What you need to do - Every entry must reappear in your answer exactly as written, though its pictures must not.

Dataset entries

▼▼▼

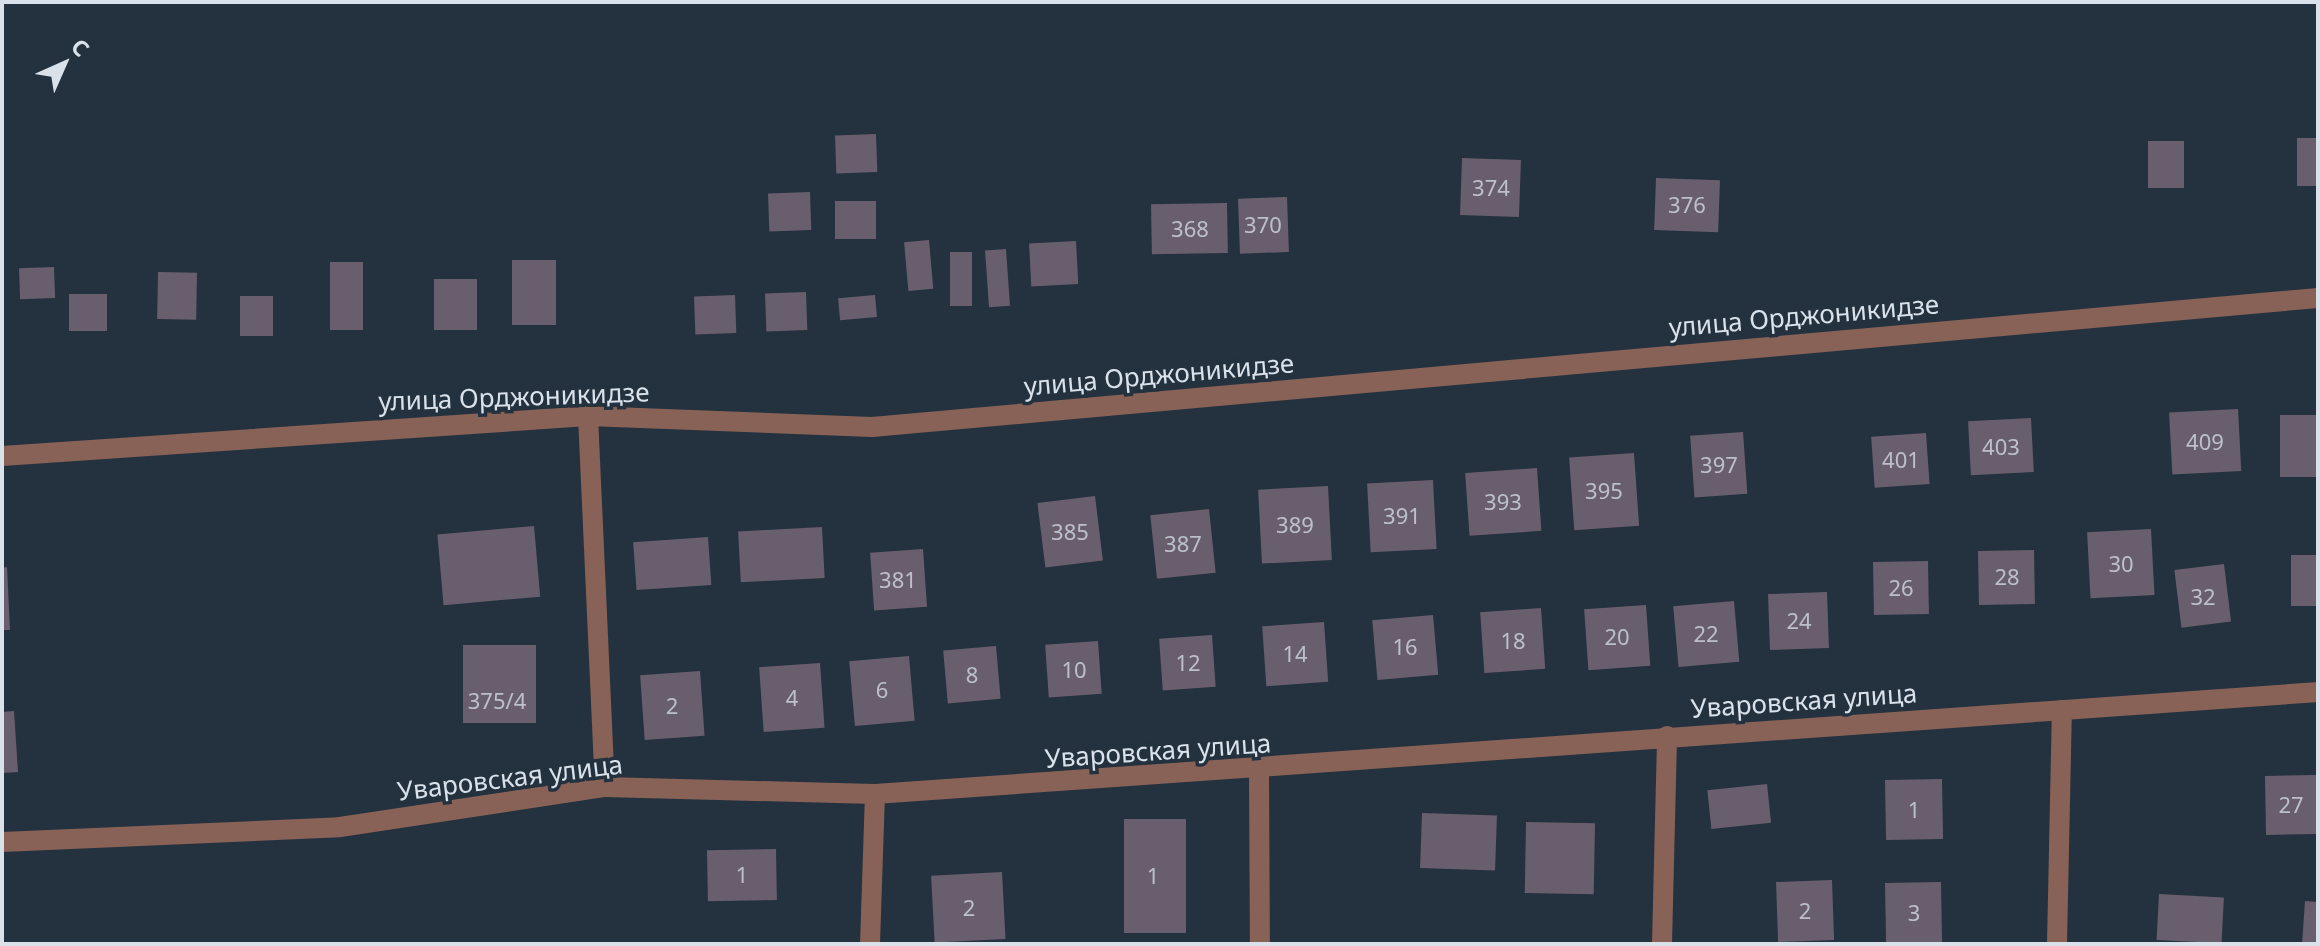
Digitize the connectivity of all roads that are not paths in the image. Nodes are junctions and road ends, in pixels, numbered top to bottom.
1 (2318, 298) edge
2 (588, 416) junction
3 (2, 456) edge
4 (2318, 692) edge
5 (2062, 710) junction
6 (1667, 736) junction
7 (1259, 772) junction
8 (605, 787) junction
9 (875, 794) junction
10 (2, 842) edge
11 (870, 944) edge
12 (1260, 944) edge
13 (1662, 944) edge
14 (2057, 944) edge

1 - 2 street, улица Орджоникидзе
2 - 3 street, улица Орджоникидзе
2 - 8 street
4 - 5 street, Уваровская улица
5 - 6 street, Уваровская улица
5 - 14 street
6 - 7 street, Уваровская улица
6 - 13 street
7 - 9 street, Уваровская улица
7 - 12 street
8 - 9 street, Уваровская улица
8 - 10 street, Уваровская улица
9 - 11 street

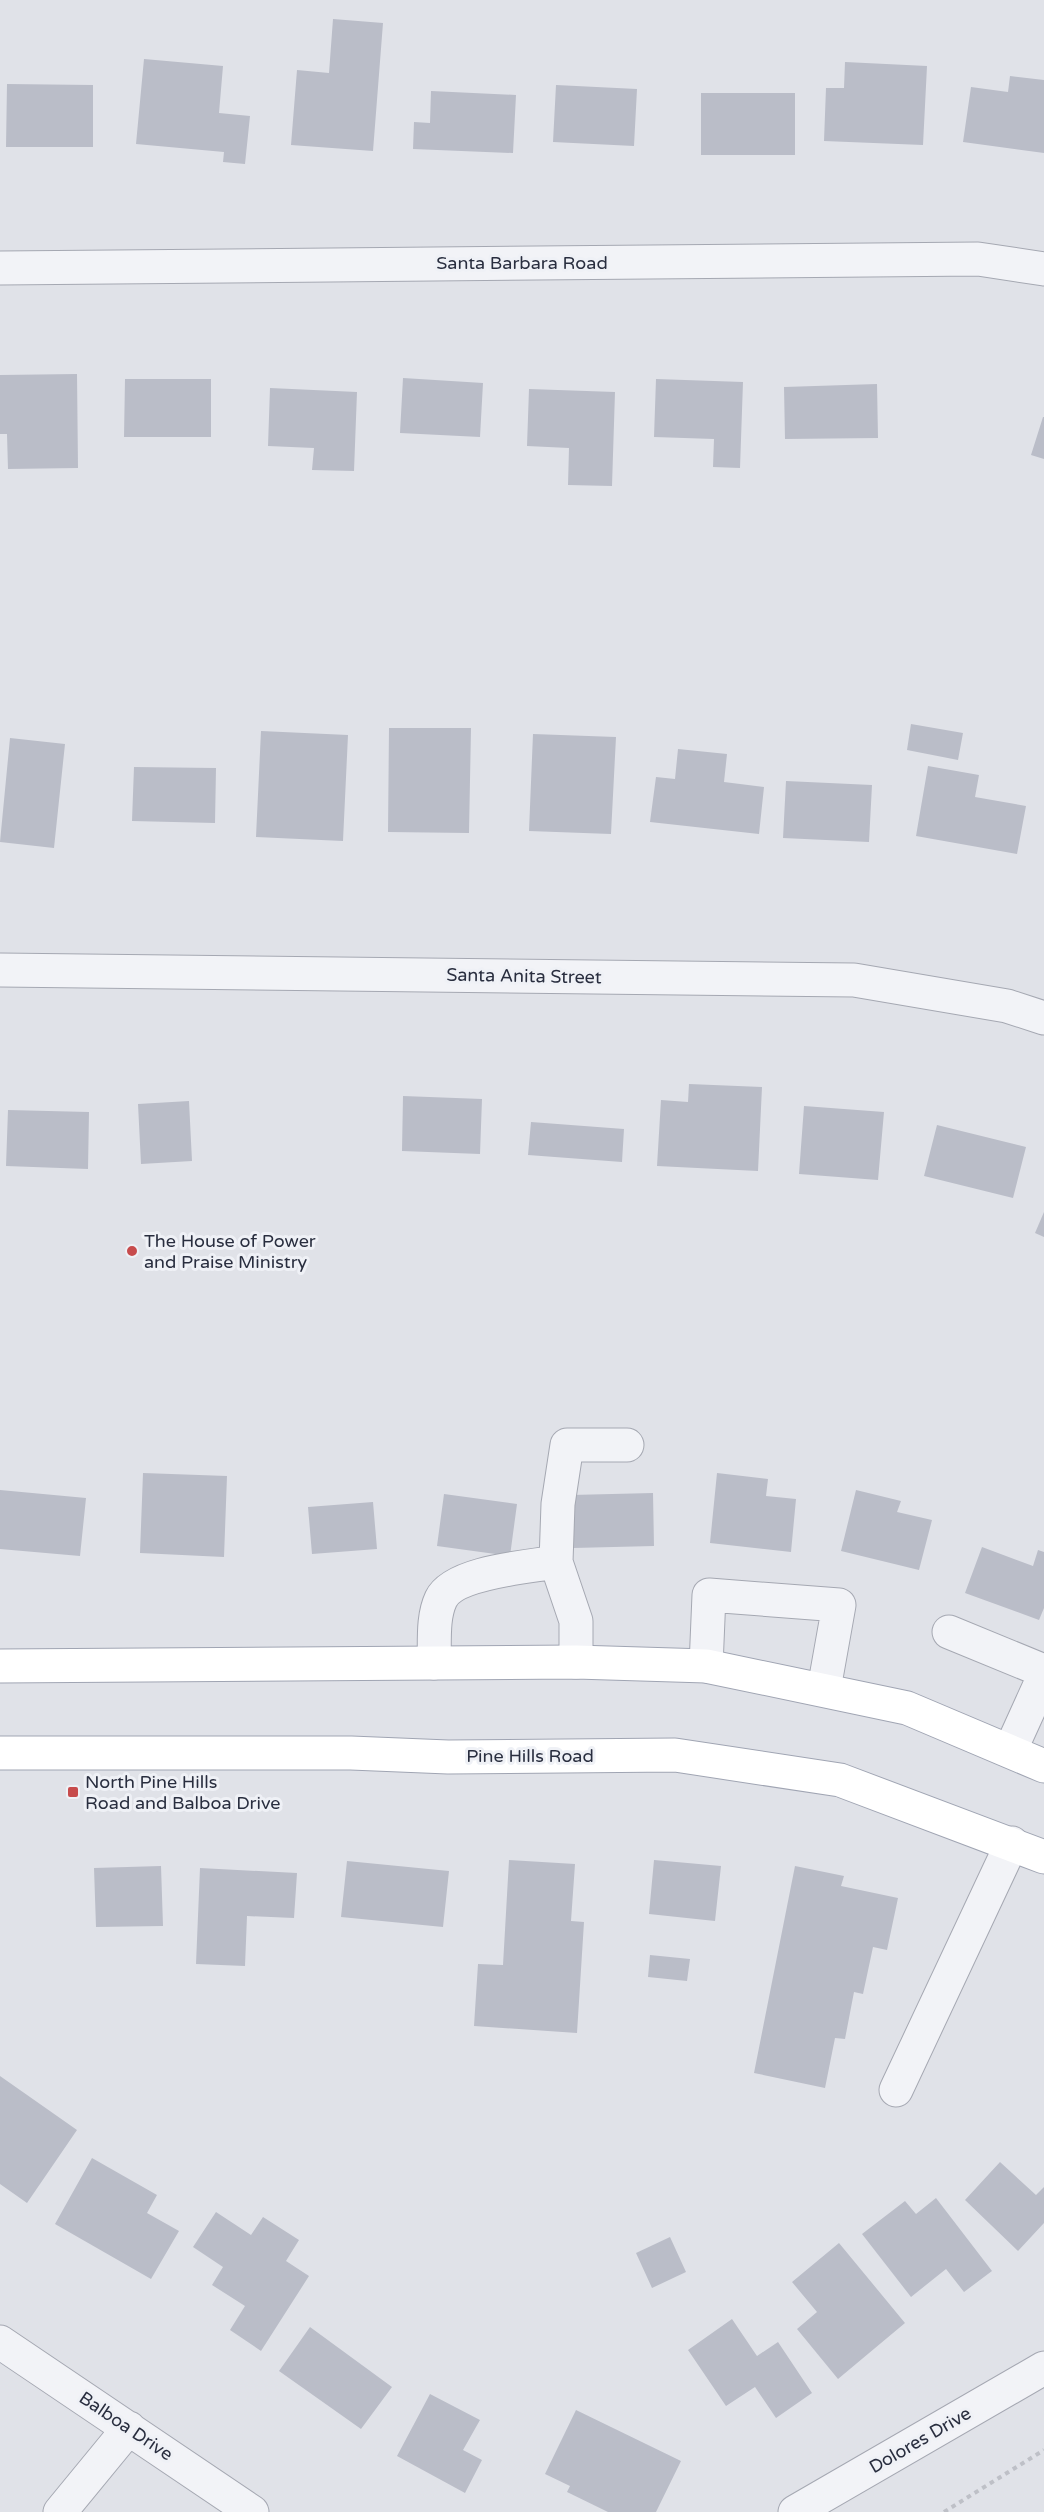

▲▲▲

The answer -
Digitize the connectivity of all roads that are not paths in the image. Nodes are junctions and road ends, in pixels, numbered top to bottom.
1 (2318, 298) edge
2 (588, 416) junction
3 (2, 456) edge
4 (2318, 692) edge
5 (2062, 710) junction
6 (1667, 736) junction
7 (1259, 772) junction
8 (605, 787) junction
9 (875, 794) junction
10 (2, 842) edge
11 (870, 944) edge
12 (1260, 944) edge
13 (1662, 944) edge
14 (2057, 944) edge

1 - 2 street, улица Орджоникидзе
2 - 3 street, улица Орджоникидзе
2 - 8 street
4 - 5 street, Уваровская улица
5 - 6 street, Уваровская улица
5 - 14 street
6 - 7 street, Уваровская улица
6 - 13 street
7 - 9 street, Уваровская улица
7 - 12 street
8 - 9 street, Уваровская улица
8 - 10 street, Уваровская улица
9 - 11 street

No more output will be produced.